Everything is securities fraud is just a subset of the general idea that everything is fraud. By which we mean, "every company is lying about things, all the time".

Turns out this is trivially true, because the game theory for rational corporations (and its executive decision makers) clearly suggests that on net, lying all the time is very, very profitable.

I find it interesting that investors don't really have to prove they were ever mislead, just that misleading statements were made about something bad that happened. For example if you didn't actually read Wells Fargo's diversity statement, you would have been incapable of making any financial decisions based on them, thus you were never actually lied to or defrauded. Can investors demonstrate that they changed their investing patterns based on diversity statements?

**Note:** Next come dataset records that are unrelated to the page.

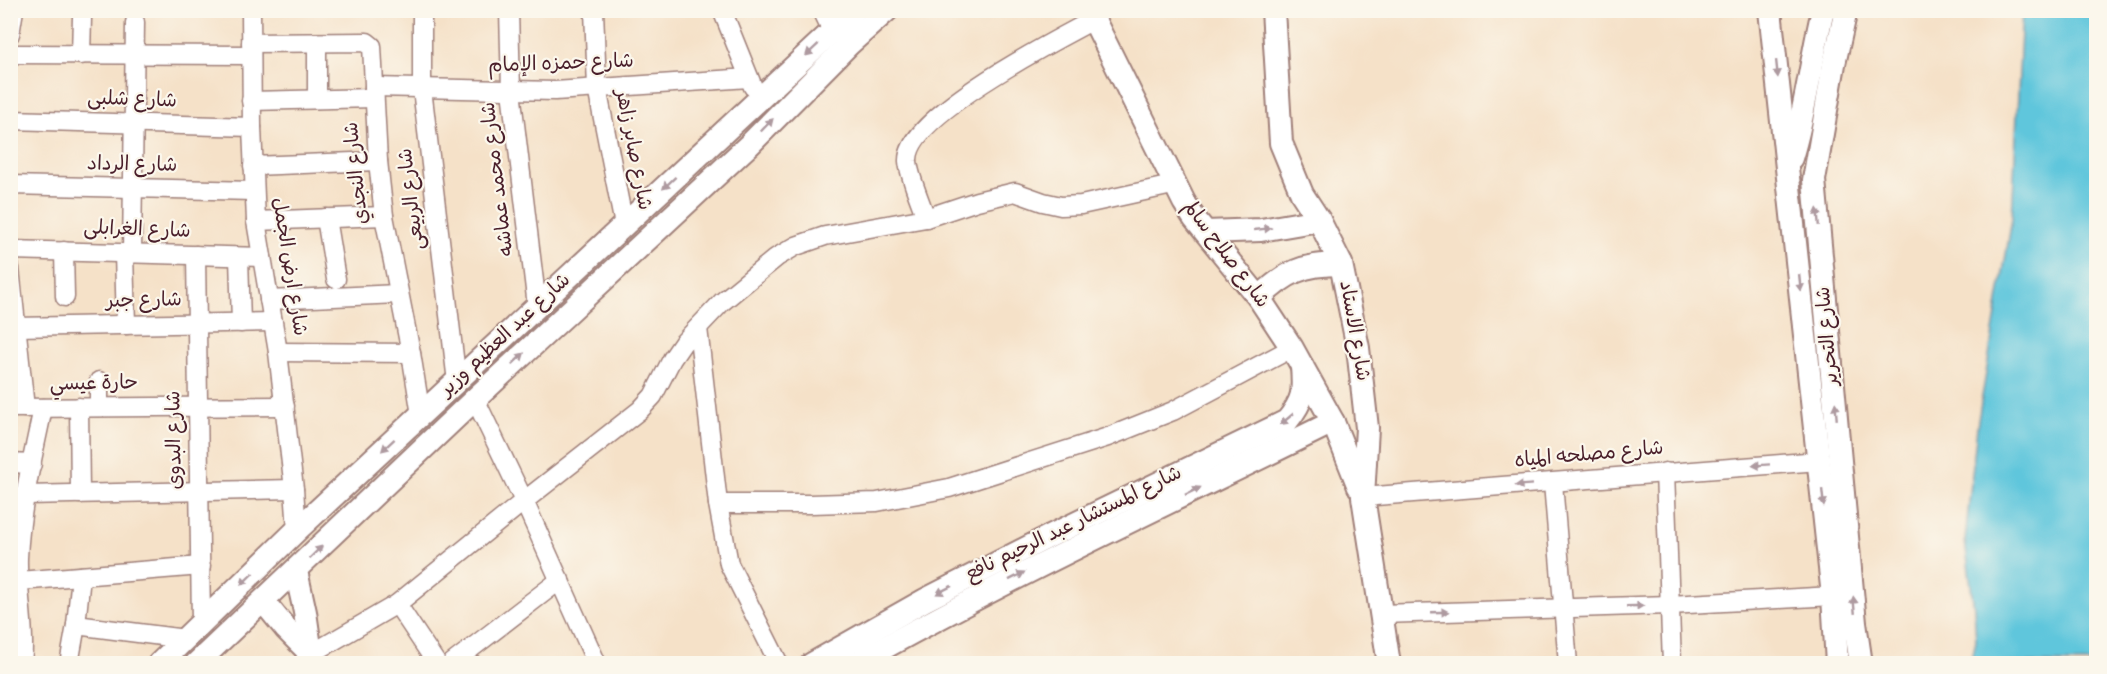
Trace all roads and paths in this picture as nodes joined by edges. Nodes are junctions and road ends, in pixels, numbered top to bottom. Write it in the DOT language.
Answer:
graph roads {
  1 [pos="14,10"];
  2 [pos="250,10"];
  3 [pos="422,10"];
  4 [pos="509,10"];
  5 [pos="594,10"];
  6 [pos="722,10"];
  7 [pos="822,10"];
  8 [pos="855,10"];
  9 [pos="887,10"];
  10 [pos="1273,10"];
  11 [pos="1770,10"];
  12 [pos="1823,10"];
  13 [pos="1846,10"];
  14 [pos="1091,15"];
  15 [pos="82,17"];
  16 [pos="135,22"];
  17 [pos="832,31"];
  18 [pos="10,34"];
  19 [pos="317,42"];
  20 [pos="250,49"];
  21 [pos="10,54"];
  22 [pos="81,55"];
  23 [pos="134,55"];
  24 [pos="749,78"];
  25 [pos="597,88"];
  26 [pos="422,89"];
  27 [pos="511,91"];
  28 [pos="374,92"];
  29 [pos="317,99"];
  30 [pos="758,100"];
  31 [pos="251,101"];
  32 [pos="10,120"];
  33 [pos="134,124"];
  34 [pos="732,125"];
  35 [pos="252,127"];
  36 [pos="748,145"];
  37 [pos="705,149"];
  38 [pos="378,161"];
  39 [pos="253,166"];
  40 [pos="1788,169"];
  41 [pos="722,170"];
  42 [pos="1177,184"];
  43 [pos="10,185"];
  44 [pos="133,188"];
  45 [pos="253,191"];
  46 [pos="384,216"];
  47 [pos="326,218"];
  48 [pos="926,218"];
  49 [pos="1319,220"];
  50 [pos="256,221"];
  51 [pos="624,225"];
  52 [pos="1206,232"];
  53 [pos="10,250"];
  54 [pos="64,251"];
  55 [pos="128,253"];
  56 [pos="196,255"];
  57 [pos="239,257"];
  58 [pos="262,257"];
  59 [pos="1341,264"];
  60 [pos="10,268"];
  61 [pos="336,279"];
  62 [pos="398,294"];
  63 [pos="65,297"];
  64 [pos="1259,298"];
  65 [pos="270,300"];
  66 [pos="537,306"];
  67 [pos="273,322"];
  68 [pos="242,323"];
  69 [pos="197,324"];
  70 [pos="126,325"];
  71 [pos="16,327"];
  72 [pos="698,328"];
  73 [pos="278,352"];
  74 [pos="411,353"];
  75 [pos="1297,357"];
  76 [pos="480,360"];
  77 [pos="496,379"];
  78 [pos="99,381"];
  79 [pos="457,381"];
  80 [pos="475,399"];
  81 [pos="198,406"];
  82 [pos="285,406"];
  83 [pos="79,407"];
  84 [pos="99,407"];
  85 [pos="26,408"];
  86 [pos="421,415"];
  87 [pos="1333,422"];
  88 [pos="1819,461"];
  89 [pos="10,463"];
  90 [pos="32,464"];
  91 [pos="1665,472"];
  92 [pos="1553,483"];
  93 [pos="294,489"];
  94 [pos="200,491"];
  95 [pos="80,494"];
  96 [pos="26,495"];
  97 [pos="1363,497"];
  98 [pos="524,501"];
  99 [pos="718,504"];
  100 [pos="297,530"];
  101 [pos="201,566"];
  102 [pos="296,571"];
  103 [pos="81,576"];
  104 [pos="560,580"];
  105 [pos="19,581"];
  106 [pos="1833,596"];
  107 [pos="263,601"];
  108 [pos="397,604"];
  109 [pos="1670,605"];
  110 [pos="1563,608"];
  111 [pos="1382,614"];
  112 [pos="201,623"];
  113 [pos="76,625"];
  114 [pos="185,639"];
  115 [pos="310,660"];
  116 [pos="22,663"];
  117 [pos="69,663"];
  118 [pos="159,663"];
  119 [pos="196,663"];
  120 [pos="437,663"];
  121 [pos="452,663"];
  122 [pos="597,663"];
  123 [pos="779,663"];
  124 [pos="812,663"];
  125 [pos="855,663"];
  126 [pos="1389,663"];
  127 [pos="1568,663"];
  128 [pos="1672,663"];
  129 [pos="1837,663"];
  130 [pos="1861,663"];
  1 -- 18 [label="street"];
  2 -- 20 [label="street, شارع ارض الجمل"];
  3 -- 26 [label="street, شارع الربيعى"];
  4 -- 27 [label="street, شارع محمد عماشه"];
  5 -- 25 [label="street, شارع صابر زاهر"];
  6 -- 24 [label="street"];
  7 -- 17 [label="street"];
  8 -- 17 [label="street, شارع عبد العظيم وزير"];
  36 -- 9 [label="street, شارع عبد العظيم وزير, one-way"];
  10 -- 49 [label="street, شارع الاستاد"];
  11 -- 40 [label="street, شارع التحرير, one-way"];
  12 -- 40 [label="street, شارع التحرير"];
  130 -- 13 [label="street, شارع التحرير, one-way"];
  14 -- 42 [label="street, شارع صلاح سالم"];
  14 -- 48 [label="street"];
  15 -- 22 [label="street"];
  16 -- 23 [label="street"];
  17 -- 30 [label="street, شارع عبد العظيم وزير, one-way"];
  19 -- 20 [label="street, شارع النجدي"];
  19 -- 28 [label="street, شارع النجدي"];
  19 -- 29 [label="street"];
  20 -- 23 [label="street, شارع النجدي"];
  20 -- 31 [label="street, شارع ارض الجمل"];
  21 -- 22 [label="street, شارع النجدي"];
  22 -- 23 [label="street, شارع النجدي"];
  23 -- 33 [label="street"];
  24 -- 25 [label="street, شارع حمزه الإمام"];
  24 -- 30 [label="street"];
  25 -- 27 [label="street, شارع حمزه الإمام"];
  25 -- 51 [label="street, شارع صابر زاهر"];
  26 -- 27 [label="street, شارع حمزه الإمام"];
  26 -- 28 [label="street, شارع حمزه الإمام"];
  26 -- 79 [label="street, شارع الربيعى"];
  27 -- 66 [label="street, شارع محمد عماشه"];
  28 -- 29 [label="street, شارع حمزه الإمام"];
  28 -- 38 [label="street, شارع النجدي"];
  29 -- 31 [label="street, شارع حمزه الإمام"];
  30 -- 34 [label="street, شارع عبد العظيم وزير"];
  31 -- 35 [label="street, شارع ارض الجمل"];
  32 -- 33 [label="street, شارع شلبى"];
  33 -- 35 [label="street, شارع شلبى"];
  33 -- 44 [label="street"];
  34 -- 36 [label="street"];
  34 -- 37 [label="street, شارع عبد العظيم وزير"];
  35 -- 39 [label="street, شارع ارض الجمل"];
  36 -- 41 [label="street, شارع عبد العظيم وزير"];
  37 -- 41 [label="street"];
  37 -- 51 [label="street, شارع عبد العظيم وزير, one-way"];
  38 -- 39 [label="street"];
  38 -- 46 [label="street, شارع النجدي"];
  39 -- 45 [label="street, شارع ارض الجمل"];
  40 -- 88 [label="street, شارع التحرير, one-way"];
  77 -- 41 [label="street, شارع عبد العظيم وزير, one-way"];
  42 -- 48 [label="street"];
  42 -- 52 [label="street, شارع صلاح سالم"];
  43 -- 44 [label="street, شارع الرداد"];
  44 -- 45 [label="street, شارع الرداد"];
  44 -- 55 [label="street"];
  45 -- 50 [label="street, شارع ارض الجمل"];
  46 -- 47 [label="street"];
  46 -- 62 [label="street, شارع النجدي"];
  47 -- 50 [label="street"];
  47 -- 61 [label="street"];
  48 -- 72 [label="street"];
  52 -- 49 [label="street, one-way"];
  49 -- 59 [label="street, شارع الاستاد"];
  50 -- 58 [label="street, شارع ارض الجمل"];
  51 -- 66 [label="street, شارع عبد العظيم وزير"];
  52 -- 64 [label="street, شارع صلاح سالم"];
  53 -- 54 [label="street, شارع الغرابلى"];
  54 -- 55 [label="street, شارع الغرابلى"];
  54 -- 63 [label="street"];
  55 -- 56 [label="street, شارع الغرابلى"];
  55 -- 70 [label="street"];
  56 -- 57 [label="street, شارع الغرابلى"];
  56 -- 69 [label="street, شارع البدوى"];
  57 -- 58 [label="street, شارع الغرابلى"];
  57 -- 68 [label="street"];
  58 -- 65 [label="street, شارع ارض الجمل"];
  59 -- 64 [label="street"];
  59 -- 97 [label="street, شارع الاستاد"];
  60 -- 71 [label="street"];
  62 -- 65 [label="street"];
  62 -- 74 [label="street, شارع النجدي"];
  64 -- 75 [label="street, شارع صلاح سالم"];
  65 -- 67 [label="street, شارع ارض الجمل"];
  66 -- 76 [label="street, شارع عبد العظيم وزير"];
  67 -- 68 [label="street, شارع جبر"];
  67 -- 73 [label="street, شارع ارض الجمل"];
  68 -- 69 [label="street, شارع جبر"];
  69 -- 70 [label="street, شارع جبر"];
  69 -- 81 [label="street, شارع البدوى"];
  70 -- 71 [label="street, شارع جبر"];
  71 -- 85 [label="street"];
  72 -- 98 [label="street"];
  72 -- 99 [label="street"];
  73 -- 74 [label="street"];
  73 -- 82 [label="street, شارع ارض الجمل"];
  74 -- 86 [label="street, شارع النجدي"];
  75 -- 87 [label="street, شارع صلاح سالم"];
  75 -- 99 [label="street"];
  75 -- 124 [label="street, شارع المستشار عبد الرحيم نافع, one-way"];
  76 -- 77 [label="street"];
  76 -- 79 [label="street, شارع عبد العظيم وزير"];
  77 -- 80 [label="street, شارع عبد العظيم وزير"];
  78 -- 84 [label="street"];
  79 -- 80 [label="street"];
  79 -- 86 [label="street, شارع عبد العظيم وزير"];
  80 -- 98 [label="street"];
  102 -- 80 [label="street, شارع عبد العظيم وزير, one-way"];
  81 -- 82 [label="street, حارة عيسي"];
  81 -- 84 [label="street, حارة عيسي"];
  81 -- 94 [label="street, شارع البدوى"];
  82 -- 93 [label="street, شارع ارض الجمل"];
  83 -- 84 [label="street, حارة عيسي"];
  83 -- 85 [label="street, حارة عيسي"];
  83 -- 95 [label="street"];
  85 -- 90 [label="street"];
  86 -- 100 [label="street, شارع عبد العظيم وزير, one-way"];
  87 -- 97 [label="street, شارع صلاح سالم"];
  125 -- 87 [label="street, شارع المستشار عبد الرحيم نافع, one-way"];
  88 -- 91 [label="street, شارع مصلحه المياه, one-way"];
  88 -- 106 [label="street, شارع التحرير, one-way"];
  89 -- 90 [label="street"];
  90 -- 96 [label="street"];
  91 -- 92 [label="street, شارع مصلحه المياه"];
  91 -- 109 [label="street"];
  92 -- 97 [label="street, شارع مصلحه المياه, one-way"];
  92 -- 110 [label="street"];
  93 -- 94 [label="street"];
  93 -- 100 [label="street, شارع ارض الجمل"];
  94 -- 95 [label="street"];
  94 -- 101 [label="street, شارع البدوى"];
  95 -- 96 [label="street"];
  96 -- 105 [label="street"];
  97 -- 111 [label="street, شارع الاستاد"];
  98 -- 104 [label="street"];
  98 -- 108 [label="street"];
  99 -- 123 [label="street"];
  100 -- 112 [label="street, شارع عبد العظيم وزير, one-way"];
  101 -- 103 [label="street"];
  101 -- 112 [label="street, شارع البدوى"];
  102 -- 107 [label="street, شارع عبد العظيم وزير"];
  102 -- 115 [label="street"];
  103 -- 105 [label="street"];
  103 -- 113 [label="street"];
  104 -- 121 [label="street"];
  104 -- 122 [label="street"];
  105 -- 116 [label="street"];
  106 -- 109 [label="street"];
  106 -- 129 [label="street, شارع التحرير"];
  107 -- 115 [label="street"];
  107 -- 119 [label="street, شارع عبد العظيم وزير"];
  108 -- 115 [label="street"];
  108 -- 120 [label="street"];
  110 -- 109 [label="street, one-way"];
  109 -- 128 [label="street"];
  111 -- 110 [label="street, one-way"];
  110 -- 127 [label="street"];
  111 -- 126 [label="street, شارع الاستاد"];
  112 -- 114 [label="street, شارع عبد العظيم وزير"];
  113 -- 114 [label="street"];
  113 -- 117 [label="street"];
  114 -- 118 [label="street, شارع عبد العظيم وزير"];
}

If a lie is whispered in the forest and no one is around to hear it, is it securities fraud?

it's about an intent of the person doing lies.
You were still harmed by their actions if the stock price fell. At least on paper.
Matt addressed this in a footnote, this is the "fraud on the market theory".

> The fraud on the market theory is based on the hypothesis that, in an open and developed securities market, the price of a company’s stock is determined by the available material information regarding the company and its business. Misleading statements will therefore defraud purchasers of stock even if the purchasers do not directly rely on the misstatements. The causal connection between the defendants’ fraud and the plaintiffs’ purchase of stock in such a case is no less significant than in a case of direct reliance on misrepresentations.

Thanks for sharing! I still don't understand why the law works this way though.
Any public information eventually is priced into the stock price by the market.

Say you buy the stock even though you didn't read the DEI statement, but other people bought the stock before you having read it. Their purchases drove up the stock price, so you had to pay more for the stock. You got defrauded of the delta. Especially if now it comes out, the price goes down, and you make losses.

Could you explain how else it would possibly work?

How would someone prove that they were mislead by this?

Me: I read their diversity statement and was mislead by it.

Them: Nuh-uh, you didn't!

The company I worked at had a diversity interview rule like this, but it’s not really clear to me how it’s legal. Isn’t it literally making hiring decisions based on protected attributes?
The final decision should be based on merit, otherwise it would be discriminatory and also self-sabotaging.

If unqualified people get their time wasted by being invited because they fulfill some diversity quality, but no skill quality; I'll put the blame on the system that imposes the rule.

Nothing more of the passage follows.